Body, Sacred Language and Poetic Form in Contemporary Albanian Poetry: The Case of Ledia Dushi
Keywords:
Ledia Dushi, Albanian poetry, Gheg Albanian, body, sacred languageAbstract
Abstract: This article examines the poetry of Ledia Dushi as a distinctive case of contemporary Albanian poetic expression in which body, sacred language, and poetic form are closely interwoven. Focusing primarily on Ave Maria bahet lot [Ave Maria Turns into Tears] and selected later developments in Dushi’s poetry, the article argues that her work does not use bodily, natural, and liturgical imagery as decorative material, but transforms them into a coherent poetic system. Her authorial use of Gheg Albanian—understood here as Dushi’s individualized and formally organized use of the dialect rather than as a fixed technical category—functions not merely as a dialectal marker, but as an aesthetic structure that shapes rhythm, intimacy, sound, and embodiment.
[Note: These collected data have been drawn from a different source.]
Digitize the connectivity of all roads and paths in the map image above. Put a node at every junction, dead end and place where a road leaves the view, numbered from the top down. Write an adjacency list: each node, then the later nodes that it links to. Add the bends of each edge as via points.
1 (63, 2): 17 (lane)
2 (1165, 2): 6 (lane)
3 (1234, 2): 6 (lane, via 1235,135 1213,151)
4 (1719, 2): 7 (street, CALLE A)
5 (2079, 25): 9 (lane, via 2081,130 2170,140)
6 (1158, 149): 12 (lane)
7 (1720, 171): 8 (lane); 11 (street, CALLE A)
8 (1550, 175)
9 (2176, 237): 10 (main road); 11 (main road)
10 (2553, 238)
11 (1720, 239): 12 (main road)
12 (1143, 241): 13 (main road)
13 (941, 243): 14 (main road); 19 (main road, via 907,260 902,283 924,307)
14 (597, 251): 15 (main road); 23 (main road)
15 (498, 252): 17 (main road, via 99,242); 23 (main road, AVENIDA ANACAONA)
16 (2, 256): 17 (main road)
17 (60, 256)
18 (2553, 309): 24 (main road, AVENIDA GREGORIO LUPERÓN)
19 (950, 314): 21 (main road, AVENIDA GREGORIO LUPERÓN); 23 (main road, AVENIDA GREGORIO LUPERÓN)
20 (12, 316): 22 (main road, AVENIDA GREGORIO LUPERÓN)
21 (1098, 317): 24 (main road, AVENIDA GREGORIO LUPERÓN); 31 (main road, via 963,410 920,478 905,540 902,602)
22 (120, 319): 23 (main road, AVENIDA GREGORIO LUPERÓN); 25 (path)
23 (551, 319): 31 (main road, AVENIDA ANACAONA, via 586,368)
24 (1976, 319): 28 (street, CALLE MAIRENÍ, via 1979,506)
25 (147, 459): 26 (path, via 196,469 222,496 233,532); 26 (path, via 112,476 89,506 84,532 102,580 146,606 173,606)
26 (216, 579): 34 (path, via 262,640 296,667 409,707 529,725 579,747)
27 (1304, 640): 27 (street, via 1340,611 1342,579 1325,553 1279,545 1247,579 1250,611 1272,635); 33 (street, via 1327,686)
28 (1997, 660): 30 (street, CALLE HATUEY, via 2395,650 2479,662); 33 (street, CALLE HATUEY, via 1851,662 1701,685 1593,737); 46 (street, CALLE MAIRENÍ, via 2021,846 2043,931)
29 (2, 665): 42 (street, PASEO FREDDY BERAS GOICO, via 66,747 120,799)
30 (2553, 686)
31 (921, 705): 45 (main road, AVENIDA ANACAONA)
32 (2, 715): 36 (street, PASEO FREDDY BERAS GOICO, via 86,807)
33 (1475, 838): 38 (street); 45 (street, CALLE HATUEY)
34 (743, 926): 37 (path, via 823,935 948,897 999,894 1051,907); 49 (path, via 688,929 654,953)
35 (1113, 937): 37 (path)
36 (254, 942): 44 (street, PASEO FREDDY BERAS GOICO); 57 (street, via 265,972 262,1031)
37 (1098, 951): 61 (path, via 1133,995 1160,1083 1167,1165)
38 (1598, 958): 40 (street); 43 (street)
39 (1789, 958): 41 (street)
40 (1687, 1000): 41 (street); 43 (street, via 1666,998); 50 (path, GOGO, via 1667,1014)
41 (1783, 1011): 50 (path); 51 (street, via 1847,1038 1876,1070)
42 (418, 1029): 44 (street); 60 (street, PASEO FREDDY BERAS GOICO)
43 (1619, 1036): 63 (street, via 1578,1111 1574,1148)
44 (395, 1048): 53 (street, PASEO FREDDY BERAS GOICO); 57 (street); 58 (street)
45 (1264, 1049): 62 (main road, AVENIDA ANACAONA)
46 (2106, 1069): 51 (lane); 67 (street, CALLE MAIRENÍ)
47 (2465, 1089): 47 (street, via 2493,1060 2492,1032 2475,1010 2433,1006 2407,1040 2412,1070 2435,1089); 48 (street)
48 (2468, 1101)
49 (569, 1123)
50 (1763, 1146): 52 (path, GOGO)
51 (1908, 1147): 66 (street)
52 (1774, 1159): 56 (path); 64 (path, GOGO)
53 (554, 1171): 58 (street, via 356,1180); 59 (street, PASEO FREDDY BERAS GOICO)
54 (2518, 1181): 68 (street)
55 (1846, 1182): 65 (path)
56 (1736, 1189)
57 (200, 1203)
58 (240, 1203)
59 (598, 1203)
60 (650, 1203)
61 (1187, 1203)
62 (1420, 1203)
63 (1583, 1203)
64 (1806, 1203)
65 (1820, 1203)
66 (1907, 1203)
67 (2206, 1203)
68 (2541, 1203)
Through close reading, the article analyses how images of the body, animals, natural elements, sacred figures, and liturgical objects produce a poetic universe in which the boundaries between the sensual and the spiritual, the human and the natural, and voice and silence remain deliberately unstable. The study also considers Dushi’s movement from early figurative intensity toward a more restrained consciousness of form, fragmentation, and poetic silence.